The standard advice for iterative jobs: cache the RDD at each iteration (so recomputation is cheap within the iteration) and checkpoint it every few iterations (so that a late failure doesn’t trigger a full replay from iteration 0).
A very different kind of failure is the straggler: a task that is running, not crashed, but is simply much slower than everyone else in its stage. One slow disk, one misconfigured node, one particularly skewed partition—and the whole stage is blocked waiting for a single task to finish. All the other executors sit idle.
Speculation is Spark’s answer. A background thread periodically examines all running tasks in a stage. If a task has been running significantly longer than the median of the already-completed tasks in that stage, Spark launches a speculative duplicate of that task on a different executor. Both the original and the duplicate run in parallel. Whichever finishes first wins; its result is used, and the other is killed.
It’s like a relay race where one runner is clearly lagging.
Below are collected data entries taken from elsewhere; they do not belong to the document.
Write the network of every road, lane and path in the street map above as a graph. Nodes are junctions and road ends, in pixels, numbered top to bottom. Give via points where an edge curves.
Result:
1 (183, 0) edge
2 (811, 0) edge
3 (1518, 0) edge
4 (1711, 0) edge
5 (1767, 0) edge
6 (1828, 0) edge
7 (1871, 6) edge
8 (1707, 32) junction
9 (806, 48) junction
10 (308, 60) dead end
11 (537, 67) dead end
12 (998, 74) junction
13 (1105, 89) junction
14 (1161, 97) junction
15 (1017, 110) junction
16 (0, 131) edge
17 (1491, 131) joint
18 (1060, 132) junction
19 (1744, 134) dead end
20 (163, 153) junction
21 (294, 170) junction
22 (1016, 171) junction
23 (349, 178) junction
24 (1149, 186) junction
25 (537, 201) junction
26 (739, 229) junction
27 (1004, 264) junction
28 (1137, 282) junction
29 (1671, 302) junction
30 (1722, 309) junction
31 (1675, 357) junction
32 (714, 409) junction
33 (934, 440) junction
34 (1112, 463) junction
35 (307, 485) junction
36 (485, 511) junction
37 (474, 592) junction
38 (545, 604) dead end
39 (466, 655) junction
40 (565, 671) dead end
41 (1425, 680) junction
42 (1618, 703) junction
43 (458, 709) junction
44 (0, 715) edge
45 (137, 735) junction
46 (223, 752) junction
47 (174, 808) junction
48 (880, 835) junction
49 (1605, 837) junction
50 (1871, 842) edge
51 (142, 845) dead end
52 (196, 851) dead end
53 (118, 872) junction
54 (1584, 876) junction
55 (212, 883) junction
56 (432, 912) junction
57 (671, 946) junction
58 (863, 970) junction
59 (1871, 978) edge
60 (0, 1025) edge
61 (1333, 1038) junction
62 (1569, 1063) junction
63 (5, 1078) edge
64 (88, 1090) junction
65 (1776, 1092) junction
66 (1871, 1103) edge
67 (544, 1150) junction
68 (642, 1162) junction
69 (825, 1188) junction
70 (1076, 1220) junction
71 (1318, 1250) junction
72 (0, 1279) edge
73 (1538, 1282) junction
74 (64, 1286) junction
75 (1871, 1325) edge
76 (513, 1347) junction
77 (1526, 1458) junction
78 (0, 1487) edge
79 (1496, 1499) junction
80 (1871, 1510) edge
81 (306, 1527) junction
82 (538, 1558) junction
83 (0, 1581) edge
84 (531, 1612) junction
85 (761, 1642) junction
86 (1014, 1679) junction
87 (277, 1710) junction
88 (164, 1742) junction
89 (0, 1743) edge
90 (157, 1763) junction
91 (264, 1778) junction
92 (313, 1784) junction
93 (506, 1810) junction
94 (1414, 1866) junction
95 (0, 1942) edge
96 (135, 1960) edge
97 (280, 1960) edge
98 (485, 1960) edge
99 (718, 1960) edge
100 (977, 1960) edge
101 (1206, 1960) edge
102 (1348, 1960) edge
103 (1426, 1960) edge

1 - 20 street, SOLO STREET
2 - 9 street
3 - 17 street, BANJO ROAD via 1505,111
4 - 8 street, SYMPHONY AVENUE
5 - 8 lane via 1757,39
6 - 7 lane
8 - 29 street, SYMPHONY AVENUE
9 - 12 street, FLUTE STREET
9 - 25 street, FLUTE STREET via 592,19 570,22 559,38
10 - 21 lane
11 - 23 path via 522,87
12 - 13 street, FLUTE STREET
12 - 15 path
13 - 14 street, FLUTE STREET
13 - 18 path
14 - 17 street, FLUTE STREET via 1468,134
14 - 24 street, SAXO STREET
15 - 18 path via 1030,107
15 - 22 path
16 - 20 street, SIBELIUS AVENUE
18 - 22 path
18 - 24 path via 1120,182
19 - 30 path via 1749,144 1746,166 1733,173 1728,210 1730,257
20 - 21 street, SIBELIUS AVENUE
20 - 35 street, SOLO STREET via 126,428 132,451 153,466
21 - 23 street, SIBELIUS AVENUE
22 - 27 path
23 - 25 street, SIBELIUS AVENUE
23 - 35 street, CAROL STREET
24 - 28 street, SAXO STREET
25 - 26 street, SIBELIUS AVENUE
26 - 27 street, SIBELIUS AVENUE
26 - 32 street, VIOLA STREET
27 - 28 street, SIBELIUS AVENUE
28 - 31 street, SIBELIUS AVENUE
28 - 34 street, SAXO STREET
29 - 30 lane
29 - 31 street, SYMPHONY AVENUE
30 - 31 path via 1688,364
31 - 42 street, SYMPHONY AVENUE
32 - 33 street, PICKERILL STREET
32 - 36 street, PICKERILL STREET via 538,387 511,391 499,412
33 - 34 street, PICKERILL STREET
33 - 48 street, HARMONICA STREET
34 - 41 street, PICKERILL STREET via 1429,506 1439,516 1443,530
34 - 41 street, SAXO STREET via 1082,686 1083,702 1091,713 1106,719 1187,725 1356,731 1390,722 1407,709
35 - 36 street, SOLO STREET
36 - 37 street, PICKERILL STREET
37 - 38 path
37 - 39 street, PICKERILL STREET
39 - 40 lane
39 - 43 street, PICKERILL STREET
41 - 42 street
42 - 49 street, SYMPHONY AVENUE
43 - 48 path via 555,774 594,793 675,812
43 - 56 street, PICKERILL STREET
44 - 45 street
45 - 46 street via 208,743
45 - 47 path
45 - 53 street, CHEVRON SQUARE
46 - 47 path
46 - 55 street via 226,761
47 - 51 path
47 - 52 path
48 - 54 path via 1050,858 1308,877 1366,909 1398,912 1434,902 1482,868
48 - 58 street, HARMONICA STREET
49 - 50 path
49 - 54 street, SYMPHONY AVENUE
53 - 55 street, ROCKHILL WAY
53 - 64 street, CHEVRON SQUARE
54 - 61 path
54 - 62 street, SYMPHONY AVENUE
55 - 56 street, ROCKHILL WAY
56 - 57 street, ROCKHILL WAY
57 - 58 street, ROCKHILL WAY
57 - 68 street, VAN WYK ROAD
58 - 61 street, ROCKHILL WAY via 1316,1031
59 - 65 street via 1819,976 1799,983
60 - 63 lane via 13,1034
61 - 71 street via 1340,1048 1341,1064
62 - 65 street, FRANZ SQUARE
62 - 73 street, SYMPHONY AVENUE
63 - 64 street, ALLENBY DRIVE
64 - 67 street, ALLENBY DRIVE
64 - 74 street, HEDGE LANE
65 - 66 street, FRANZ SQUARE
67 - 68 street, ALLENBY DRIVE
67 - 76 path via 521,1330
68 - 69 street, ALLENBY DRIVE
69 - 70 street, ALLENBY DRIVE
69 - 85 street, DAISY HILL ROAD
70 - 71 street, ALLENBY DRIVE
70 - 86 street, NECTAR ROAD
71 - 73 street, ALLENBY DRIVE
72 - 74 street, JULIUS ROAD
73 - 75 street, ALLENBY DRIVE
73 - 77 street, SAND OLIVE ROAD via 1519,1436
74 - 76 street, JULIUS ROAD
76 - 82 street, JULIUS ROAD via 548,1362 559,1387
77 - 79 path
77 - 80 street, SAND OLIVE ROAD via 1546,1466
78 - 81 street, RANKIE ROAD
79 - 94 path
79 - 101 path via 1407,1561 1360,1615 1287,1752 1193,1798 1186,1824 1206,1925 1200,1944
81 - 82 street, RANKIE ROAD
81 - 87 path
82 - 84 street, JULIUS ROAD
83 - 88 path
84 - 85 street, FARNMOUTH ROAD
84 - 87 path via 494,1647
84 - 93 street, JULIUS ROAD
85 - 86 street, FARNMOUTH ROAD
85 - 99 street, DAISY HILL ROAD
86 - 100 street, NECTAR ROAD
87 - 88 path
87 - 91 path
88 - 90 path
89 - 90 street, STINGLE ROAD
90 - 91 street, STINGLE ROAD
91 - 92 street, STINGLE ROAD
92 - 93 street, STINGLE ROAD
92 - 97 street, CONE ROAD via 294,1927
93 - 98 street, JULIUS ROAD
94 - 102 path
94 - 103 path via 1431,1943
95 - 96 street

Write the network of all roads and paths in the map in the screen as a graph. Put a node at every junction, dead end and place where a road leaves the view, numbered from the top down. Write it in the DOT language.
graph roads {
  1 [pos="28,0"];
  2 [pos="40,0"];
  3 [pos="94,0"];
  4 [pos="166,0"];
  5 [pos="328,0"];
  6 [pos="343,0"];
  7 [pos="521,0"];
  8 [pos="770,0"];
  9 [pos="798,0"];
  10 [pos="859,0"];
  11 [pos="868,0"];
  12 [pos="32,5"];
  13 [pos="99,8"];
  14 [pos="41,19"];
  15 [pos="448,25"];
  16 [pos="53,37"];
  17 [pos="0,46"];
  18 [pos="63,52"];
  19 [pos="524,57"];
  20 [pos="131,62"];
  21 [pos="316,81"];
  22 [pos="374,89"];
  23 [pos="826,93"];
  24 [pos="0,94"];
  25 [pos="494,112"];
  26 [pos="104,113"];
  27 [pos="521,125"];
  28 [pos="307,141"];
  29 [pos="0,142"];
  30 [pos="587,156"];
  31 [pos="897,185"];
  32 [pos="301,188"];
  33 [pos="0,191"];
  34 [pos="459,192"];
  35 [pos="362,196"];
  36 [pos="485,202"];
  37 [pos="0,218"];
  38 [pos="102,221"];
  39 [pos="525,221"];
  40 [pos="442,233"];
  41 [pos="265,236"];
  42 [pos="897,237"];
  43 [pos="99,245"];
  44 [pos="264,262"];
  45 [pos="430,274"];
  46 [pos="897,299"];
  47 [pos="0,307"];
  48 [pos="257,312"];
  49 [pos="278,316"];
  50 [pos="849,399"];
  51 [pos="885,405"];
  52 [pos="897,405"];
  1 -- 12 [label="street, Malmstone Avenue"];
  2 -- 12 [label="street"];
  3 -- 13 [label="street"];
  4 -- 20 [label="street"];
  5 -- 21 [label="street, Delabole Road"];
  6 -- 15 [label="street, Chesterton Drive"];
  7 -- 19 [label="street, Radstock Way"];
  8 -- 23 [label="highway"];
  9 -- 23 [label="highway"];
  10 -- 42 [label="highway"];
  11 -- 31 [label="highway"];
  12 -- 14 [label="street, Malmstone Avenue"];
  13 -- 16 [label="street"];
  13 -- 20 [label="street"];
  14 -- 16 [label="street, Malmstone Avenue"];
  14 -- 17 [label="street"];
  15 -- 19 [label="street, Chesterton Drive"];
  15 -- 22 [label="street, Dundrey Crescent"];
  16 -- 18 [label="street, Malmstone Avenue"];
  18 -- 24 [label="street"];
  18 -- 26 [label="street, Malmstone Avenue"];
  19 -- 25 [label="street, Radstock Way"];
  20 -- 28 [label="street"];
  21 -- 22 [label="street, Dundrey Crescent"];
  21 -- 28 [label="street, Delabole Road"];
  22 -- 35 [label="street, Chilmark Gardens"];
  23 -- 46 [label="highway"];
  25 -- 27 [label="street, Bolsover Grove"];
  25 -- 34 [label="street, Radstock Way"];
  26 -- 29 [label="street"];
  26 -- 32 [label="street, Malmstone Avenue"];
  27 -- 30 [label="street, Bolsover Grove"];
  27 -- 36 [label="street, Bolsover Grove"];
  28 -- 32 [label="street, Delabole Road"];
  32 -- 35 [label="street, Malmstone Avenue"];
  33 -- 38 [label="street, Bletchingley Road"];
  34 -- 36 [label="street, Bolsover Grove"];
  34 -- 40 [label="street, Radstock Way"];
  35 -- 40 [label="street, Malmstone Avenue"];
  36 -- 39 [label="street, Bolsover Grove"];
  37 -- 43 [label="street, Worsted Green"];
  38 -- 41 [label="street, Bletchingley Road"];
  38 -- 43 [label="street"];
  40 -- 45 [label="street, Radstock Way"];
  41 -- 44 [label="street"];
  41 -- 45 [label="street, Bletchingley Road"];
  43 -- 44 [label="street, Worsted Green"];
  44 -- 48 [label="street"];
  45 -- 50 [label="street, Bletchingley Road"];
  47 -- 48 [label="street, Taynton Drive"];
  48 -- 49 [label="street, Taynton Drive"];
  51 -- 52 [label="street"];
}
Rather than waiting for the tired runner to finally reach the handoff point, the coach sends a fresh runner from the bench to run the same leg on a parallel track. Whoever reaches the finish line first passes the baton; the other stops. The race isn’t held up by one bad leg.
Speculation is disabled by default because it isn’t always safe: if the task has side effects (writing to an external system, for instance), running two copies could corrupt the output. For pure Spark transformations, speculation is safe and can significantly reduce job latency when stragglers are common.
For data that is cached at a high storage level (e.g. MEMORY_AND_DISK_2), Spark will replicate the cached block to a second executor. If the primary executor dies, the replica is immediately available on another executor—no recomputation required.
Replication is like keeping a photocopy of an important document in two different drawers. If one drawer is lost in a fire, you still have the copy in the other drawer—no need to reconstruct the document from scratch. The cost is using two drawers instead of one.
Replication is the fastest possible recovery for cached data, at the cost of double the memory and network bandwidth during the cache write. It is most useful when recomputing the lost partition is expensive (a long lineage, or data read from a slow source) and the cached data is frequently accessed.
Spark’s fault tolerance is layered. At the bottom is lineage: every RDD knows its parents, and a lost partition can be recomputed by replaying the transformation chain from stable storage—like rebuilding a dish from its recipe. Above that is task retry: transient failures are recovered by simply running the task again. When shuffle output is lost, the DAG Scheduler steps in and re-runs the entire map stage. For iterative jobs, checkpointing cuts the lineage chain and stores a snapshot in reliable storage—like a game save that prevents replaying from level 1. Speculation addresses stragglers by launching duplicate tasks in parallel, like a backup relay runner. And replication makes recovery instantaneous for cached data by keeping two copies. Together, these mechanisms mean that Spark can complete a job even when executors disappear, nodes fail, and shuffle data evaporates—as long as the original data source is still reachable and the failures aren’t so pervasive that the entire cluster is gone.